--- SOURCE MATERIAL Enclosed Below ---

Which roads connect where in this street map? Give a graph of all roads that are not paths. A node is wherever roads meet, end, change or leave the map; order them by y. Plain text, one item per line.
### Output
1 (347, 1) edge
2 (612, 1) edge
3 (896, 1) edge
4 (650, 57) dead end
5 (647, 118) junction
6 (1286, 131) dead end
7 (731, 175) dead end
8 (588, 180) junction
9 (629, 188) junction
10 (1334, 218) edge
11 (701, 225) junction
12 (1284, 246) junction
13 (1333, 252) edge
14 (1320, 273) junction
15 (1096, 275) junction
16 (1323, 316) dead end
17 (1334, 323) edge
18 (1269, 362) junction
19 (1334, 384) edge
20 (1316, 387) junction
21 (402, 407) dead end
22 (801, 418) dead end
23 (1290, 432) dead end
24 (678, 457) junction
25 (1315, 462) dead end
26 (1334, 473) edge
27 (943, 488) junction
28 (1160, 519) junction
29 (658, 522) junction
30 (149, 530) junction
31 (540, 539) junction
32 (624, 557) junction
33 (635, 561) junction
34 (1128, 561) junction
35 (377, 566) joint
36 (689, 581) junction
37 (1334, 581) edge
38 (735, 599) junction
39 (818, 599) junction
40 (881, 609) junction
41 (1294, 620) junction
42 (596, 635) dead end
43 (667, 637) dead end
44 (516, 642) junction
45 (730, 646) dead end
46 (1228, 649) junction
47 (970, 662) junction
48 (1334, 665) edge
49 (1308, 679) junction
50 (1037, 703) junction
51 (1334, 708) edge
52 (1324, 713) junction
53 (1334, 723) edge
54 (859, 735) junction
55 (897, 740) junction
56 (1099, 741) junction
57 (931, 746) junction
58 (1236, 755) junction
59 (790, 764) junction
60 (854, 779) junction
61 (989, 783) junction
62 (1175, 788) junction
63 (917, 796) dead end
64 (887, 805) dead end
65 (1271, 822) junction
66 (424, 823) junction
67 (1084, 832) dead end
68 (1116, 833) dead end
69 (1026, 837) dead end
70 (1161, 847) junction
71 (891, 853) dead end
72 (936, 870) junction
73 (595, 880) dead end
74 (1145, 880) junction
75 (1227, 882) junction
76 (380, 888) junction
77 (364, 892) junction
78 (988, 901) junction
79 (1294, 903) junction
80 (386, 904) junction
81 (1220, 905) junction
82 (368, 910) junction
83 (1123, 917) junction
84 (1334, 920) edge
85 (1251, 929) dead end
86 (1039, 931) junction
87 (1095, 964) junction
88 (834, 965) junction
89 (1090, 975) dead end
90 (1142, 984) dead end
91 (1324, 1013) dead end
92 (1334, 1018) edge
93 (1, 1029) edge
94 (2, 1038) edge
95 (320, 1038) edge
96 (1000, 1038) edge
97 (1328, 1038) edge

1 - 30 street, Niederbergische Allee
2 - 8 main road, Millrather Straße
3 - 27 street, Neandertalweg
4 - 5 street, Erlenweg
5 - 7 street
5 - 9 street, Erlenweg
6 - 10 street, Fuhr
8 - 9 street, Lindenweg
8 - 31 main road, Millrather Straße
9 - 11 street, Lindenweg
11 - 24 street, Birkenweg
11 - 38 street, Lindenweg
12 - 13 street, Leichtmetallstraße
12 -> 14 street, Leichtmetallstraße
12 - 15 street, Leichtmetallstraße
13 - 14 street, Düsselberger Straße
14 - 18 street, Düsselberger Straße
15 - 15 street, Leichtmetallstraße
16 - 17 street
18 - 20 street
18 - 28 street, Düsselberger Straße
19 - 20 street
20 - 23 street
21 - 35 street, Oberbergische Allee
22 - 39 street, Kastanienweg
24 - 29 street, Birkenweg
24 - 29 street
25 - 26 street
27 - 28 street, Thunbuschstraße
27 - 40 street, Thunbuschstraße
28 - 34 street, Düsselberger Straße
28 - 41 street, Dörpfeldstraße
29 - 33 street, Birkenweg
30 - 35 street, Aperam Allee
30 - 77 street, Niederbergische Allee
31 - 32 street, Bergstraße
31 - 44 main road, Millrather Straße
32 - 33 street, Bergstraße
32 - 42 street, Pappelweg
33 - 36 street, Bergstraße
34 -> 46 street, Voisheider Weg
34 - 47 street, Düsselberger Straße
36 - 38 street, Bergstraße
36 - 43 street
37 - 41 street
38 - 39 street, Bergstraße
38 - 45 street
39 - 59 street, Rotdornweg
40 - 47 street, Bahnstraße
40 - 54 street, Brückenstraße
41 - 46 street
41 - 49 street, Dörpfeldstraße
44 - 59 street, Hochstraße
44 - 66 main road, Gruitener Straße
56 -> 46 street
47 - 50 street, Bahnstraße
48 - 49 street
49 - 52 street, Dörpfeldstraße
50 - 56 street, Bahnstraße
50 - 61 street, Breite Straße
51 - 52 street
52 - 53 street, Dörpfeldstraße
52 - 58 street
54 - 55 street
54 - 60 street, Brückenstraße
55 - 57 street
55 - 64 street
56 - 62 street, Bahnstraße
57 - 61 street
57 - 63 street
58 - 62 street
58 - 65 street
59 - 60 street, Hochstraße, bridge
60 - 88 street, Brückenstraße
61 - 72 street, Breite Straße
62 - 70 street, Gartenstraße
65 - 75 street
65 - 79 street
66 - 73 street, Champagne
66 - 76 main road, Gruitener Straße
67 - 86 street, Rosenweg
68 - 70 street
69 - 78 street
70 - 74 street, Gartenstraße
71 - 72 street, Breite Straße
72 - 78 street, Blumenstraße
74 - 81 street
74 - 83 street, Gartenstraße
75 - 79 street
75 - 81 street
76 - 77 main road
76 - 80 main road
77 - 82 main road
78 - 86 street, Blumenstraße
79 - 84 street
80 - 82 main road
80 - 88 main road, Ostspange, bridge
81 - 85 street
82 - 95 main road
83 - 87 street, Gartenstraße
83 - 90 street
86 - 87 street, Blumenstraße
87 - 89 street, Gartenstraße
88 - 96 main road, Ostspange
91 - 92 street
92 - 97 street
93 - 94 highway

--- End of Enclosed SOURCE MATERIAL ---

AIM OF THE TASK ::
Your task is to transcribe the listing in full, so that each line reads exactly as before.

TASK ANSWER ::
Which roads connect where in this street map? Give a graph of all roads that are not paths. A node is wherever roads meet, end, change or leave the map; order them by y. Plain text, one item per line.
### Output
1 (347, 1) edge
2 (612, 1) edge
3 (896, 1) edge
4 (650, 57) dead end
5 (647, 118) junction
6 (1286, 131) dead end
7 (731, 175) dead end
8 (588, 180) junction
9 (629, 188) junction
10 (1334, 218) edge
11 (701, 225) junction
12 (1284, 246) junction
13 (1333, 252) edge
14 (1320, 273) junction
15 (1096, 275) junction
16 (1323, 316) dead end
17 (1334, 323) edge
18 (1269, 362) junction
19 (1334, 384) edge
20 (1316, 387) junction
21 (402, 407) dead end
22 (801, 418) dead end
23 (1290, 432) dead end
24 (678, 457) junction
25 (1315, 462) dead end
26 (1334, 473) edge
27 (943, 488) junction
28 (1160, 519) junction
29 (658, 522) junction
30 (149, 530) junction
31 (540, 539) junction
32 (624, 557) junction
33 (635, 561) junction
34 (1128, 561) junction
35 (377, 566) joint
36 (689, 581) junction
37 (1334, 581) edge
38 (735, 599) junction
39 (818, 599) junction
40 (881, 609) junction
41 (1294, 620) junction
42 (596, 635) dead end
43 (667, 637) dead end
44 (516, 642) junction
45 (730, 646) dead end
46 (1228, 649) junction
47 (970, 662) junction
48 (1334, 665) edge
49 (1308, 679) junction
50 (1037, 703) junction
51 (1334, 708) edge
52 (1324, 713) junction
53 (1334, 723) edge
54 (859, 735) junction
55 (897, 740) junction
56 (1099, 741) junction
57 (931, 746) junction
58 (1236, 755) junction
59 (790, 764) junction
60 (854, 779) junction
61 (989, 783) junction
62 (1175, 788) junction
63 (917, 796) dead end
64 (887, 805) dead end
65 (1271, 822) junction
66 (424, 823) junction
67 (1084, 832) dead end
68 (1116, 833) dead end
69 (1026, 837) dead end
70 (1161, 847) junction
71 (891, 853) dead end
72 (936, 870) junction
73 (595, 880) dead end
74 (1145, 880) junction
75 (1227, 882) junction
76 (380, 888) junction
77 (364, 892) junction
78 (988, 901) junction
79 (1294, 903) junction
80 (386, 904) junction
81 (1220, 905) junction
82 (368, 910) junction
83 (1123, 917) junction
84 (1334, 920) edge
85 (1251, 929) dead end
86 (1039, 931) junction
87 (1095, 964) junction
88 (834, 965) junction
89 (1090, 975) dead end
90 (1142, 984) dead end
91 (1324, 1013) dead end
92 (1334, 1018) edge
93 (1, 1029) edge
94 (2, 1038) edge
95 (320, 1038) edge
96 (1000, 1038) edge
97 (1328, 1038) edge

1 - 30 street, Niederbergische Allee
2 - 8 main road, Millrather Straße
3 - 27 street, Neandertalweg
4 - 5 street, Erlenweg
5 - 7 street
5 - 9 street, Erlenweg
6 - 10 street, Fuhr
8 - 9 street, Lindenweg
8 - 31 main road, Millrather Straße
9 - 11 street, Lindenweg
11 - 24 street, Birkenweg
11 - 38 street, Lindenweg
12 - 13 street, Leichtmetallstraße
12 -> 14 street, Leichtmetallstraße
12 - 15 street, Leichtmetallstraße
13 - 14 street, Düsselberger Straße
14 - 18 street, Düsselberger Straße
15 - 15 street, Leichtmetallstraße
16 - 17 street
18 - 20 street
18 - 28 street, Düsselberger Straße
19 - 20 street
20 - 23 street
21 - 35 street, Oberbergische Allee
22 - 39 street, Kastanienweg
24 - 29 street, Birkenweg
24 - 29 street
25 - 26 street
27 - 28 street, Thunbuschstraße
27 - 40 street, Thunbuschstraße
28 - 34 street, Düsselberger Straße
28 - 41 street, Dörpfeldstraße
29 - 33 street, Birkenweg
30 - 35 street, Aperam Allee
30 - 77 street, Niederbergische Allee
31 - 32 street, Bergstraße
31 - 44 main road, Millrather Straße
32 - 33 street, Bergstraße
32 - 42 street, Pappelweg
33 - 36 street, Bergstraße
34 -> 46 street, Voisheider Weg
34 - 47 street, Düsselberger Straße
36 - 38 street, Bergstraße
36 - 43 street
37 - 41 street
38 - 39 street, Bergstraße
38 - 45 street
39 - 59 street, Rotdornweg
40 - 47 street, Bahnstraße
40 - 54 street, Brückenstraße
41 - 46 street
41 - 49 street, Dörpfeldstraße
44 - 59 street, Hochstraße
44 - 66 main road, Gruitener Straße
56 -> 46 street
47 - 50 street, Bahnstraße
48 - 49 street
49 - 52 street, Dörpfeldstraße
50 - 56 street, Bahnstraße
50 - 61 street, Breite Straße
51 - 52 street
52 - 53 street, Dörpfeldstraße
52 - 58 street
54 - 55 street
54 - 60 street, Brückenstraße
55 - 57 street
55 - 64 street
56 - 62 street, Bahnstraße
57 - 61 street
57 - 63 street
58 - 62 street
58 - 65 street
59 - 60 street, Hochstraße, bridge
60 - 88 street, Brückenstraße
61 - 72 street, Breite Straße
62 - 70 street, Gartenstraße
65 - 75 street
65 - 79 street
66 - 73 street, Champagne
66 - 76 main road, Gruitener Straße
67 - 86 street, Rosenweg
68 - 70 street
69 - 78 street
70 - 74 street, Gartenstraße
71 - 72 street, Breite Straße
72 - 78 street, Blumenstraße
74 - 81 street
74 - 83 street, Gartenstraße
75 - 79 street
75 - 81 street
76 - 77 main road
76 - 80 main road
77 - 82 main road
78 - 86 street, Blumenstraße
79 - 84 street
80 - 82 main road
80 - 88 main road, Ostspange, bridge
81 - 85 street
82 - 95 main road
83 - 87 street, Gartenstraße
83 - 90 street
86 - 87 street, Blumenstraße
87 - 89 street, Gartenstraße
88 - 96 main road, Ostspange
91 - 92 street
92 - 97 street
93 - 94 highway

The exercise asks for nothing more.